AÇÃO ANULATÓRIA. AUTO DE INFRAÇÃO. COMERCIALIZAÇÃO DE MADEIRA SEM DOCUMENTO DE ORIGEM FLORESTAL. MULTA RELATIVA AO PERÍODO DE 01/01/2006 A 16/03/2007. DECADÊNCIA. OCORRÊNCIA. MULTA RELATIVA AO PERÍODO DE 17/03/2007 A 31/03/2007. SUBSISTÊNCIA SEM A AGRAVANTE DE REINCIDÊNCIA. SENTENÇA MANTIDA. APELAÇÕES IMPROVIDAS.
Apelações interpostas pelo INSTITUTO BRASILEIRO DO MEIO AMBIENTE E DOS RECURSOS NATURAIS RENOVÁVEIS – IBAMA e pela CERÂMICA MARBOSA LTDA – EPP, em face de sentença proferida pelo Juízo da 3ª Vara Federal da Seção Judiciária do Ceará, que julgou parcialmente o pedido para determinar a suspensão da cobrança da multa referente ao período de 01 de janeiro de 2006 a 16 de março de 2007, tendo por subsistente a cobrança da multa referente ao período de 17 de março a 31 de março de 2007, sem a ocorrência da reincidência. Condenou o IBAMA, nos termos do art. 86, § 1º, do CPC, ao pagamento de honorários sucumbenciais no percentual de 10%, sobre o proveito econômico obtido com a demanda.
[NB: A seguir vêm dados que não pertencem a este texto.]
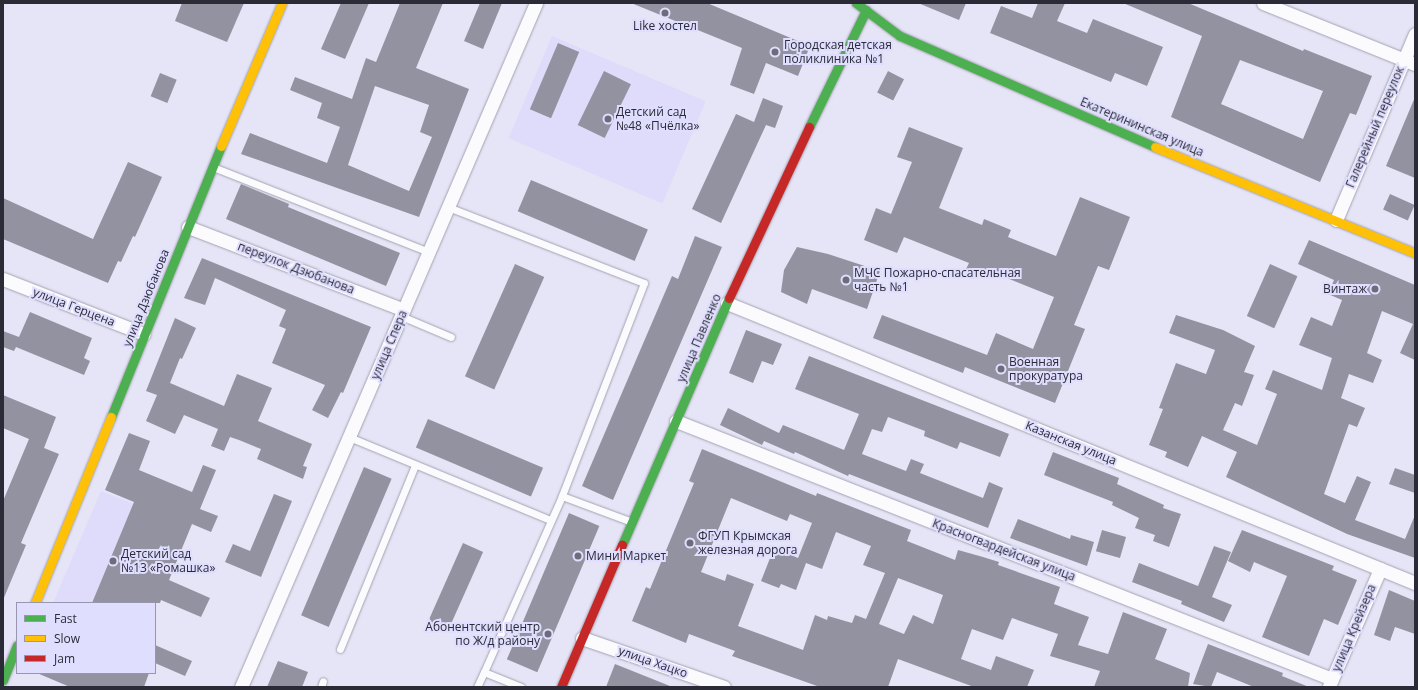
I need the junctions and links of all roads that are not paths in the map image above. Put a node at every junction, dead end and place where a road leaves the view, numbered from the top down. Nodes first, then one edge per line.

Sustenta CERÂMICA MARBOSA que a sentença deve ser reformada, uma vez que, quanto à multa não decaída (período de 17 a 31 de março de 2007), houve ofensa ao devido processo legal e há de ser observado o disposto no art. 72, § 3º, I, da Lei 9.605/1998, segundo o qual “a multa simples será aplicada sempre que o agente, por negligência ou dolo, advertido por irregularidades que tenham sido praticadas, deixar de saná-las, no prazo assinalado por órgão competente”.
Já o IBAMA requer seja conhecido e dado provimento ao apelo para que seja declarado incólume o auto de infração com o afastamento da declaração de decadência da madeira sem cobertura de DOF no período de janeiro de 2006 a março de 2007. Sustenta que a pena deve ser agravada pela ocorrência da reincidência.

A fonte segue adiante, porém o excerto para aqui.